ASSIGNED TASK: Here is the listing. Report each line in it that contains the string "Wickham".

EXTRACTED MATERIAL:

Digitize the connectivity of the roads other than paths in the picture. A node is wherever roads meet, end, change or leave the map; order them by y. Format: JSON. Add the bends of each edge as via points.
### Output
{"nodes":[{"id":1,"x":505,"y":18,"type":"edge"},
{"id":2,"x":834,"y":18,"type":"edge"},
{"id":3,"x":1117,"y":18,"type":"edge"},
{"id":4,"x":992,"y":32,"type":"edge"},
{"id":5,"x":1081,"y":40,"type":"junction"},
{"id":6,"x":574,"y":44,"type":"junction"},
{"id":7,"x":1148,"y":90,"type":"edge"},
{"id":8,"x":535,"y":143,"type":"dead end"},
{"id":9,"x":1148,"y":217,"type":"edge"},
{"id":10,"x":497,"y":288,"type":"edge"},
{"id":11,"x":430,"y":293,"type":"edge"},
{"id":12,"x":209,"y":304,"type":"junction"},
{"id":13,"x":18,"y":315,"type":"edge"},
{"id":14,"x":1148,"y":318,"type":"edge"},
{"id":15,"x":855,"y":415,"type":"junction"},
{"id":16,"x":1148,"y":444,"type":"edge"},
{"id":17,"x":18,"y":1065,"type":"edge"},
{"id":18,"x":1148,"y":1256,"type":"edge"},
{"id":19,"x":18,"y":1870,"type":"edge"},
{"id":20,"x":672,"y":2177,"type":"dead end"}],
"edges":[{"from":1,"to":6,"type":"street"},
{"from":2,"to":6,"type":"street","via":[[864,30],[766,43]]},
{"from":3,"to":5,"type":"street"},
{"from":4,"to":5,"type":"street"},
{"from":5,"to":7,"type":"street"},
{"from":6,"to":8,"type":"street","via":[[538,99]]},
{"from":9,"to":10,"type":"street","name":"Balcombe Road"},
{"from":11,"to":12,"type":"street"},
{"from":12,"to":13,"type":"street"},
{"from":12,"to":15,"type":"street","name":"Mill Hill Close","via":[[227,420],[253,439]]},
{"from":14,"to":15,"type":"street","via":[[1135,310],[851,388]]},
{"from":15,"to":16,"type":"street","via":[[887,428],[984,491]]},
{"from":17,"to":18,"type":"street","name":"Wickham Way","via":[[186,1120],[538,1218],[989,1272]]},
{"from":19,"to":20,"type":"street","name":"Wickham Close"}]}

ANSWER BOX:
{"from":17,"to":18,"type":"street","name":"Wickham Way","via":[[186,1120],[538,1218],[989,1272]]},
{"from":19,"to":20,"type":"street","name":"Wickham Close"}]}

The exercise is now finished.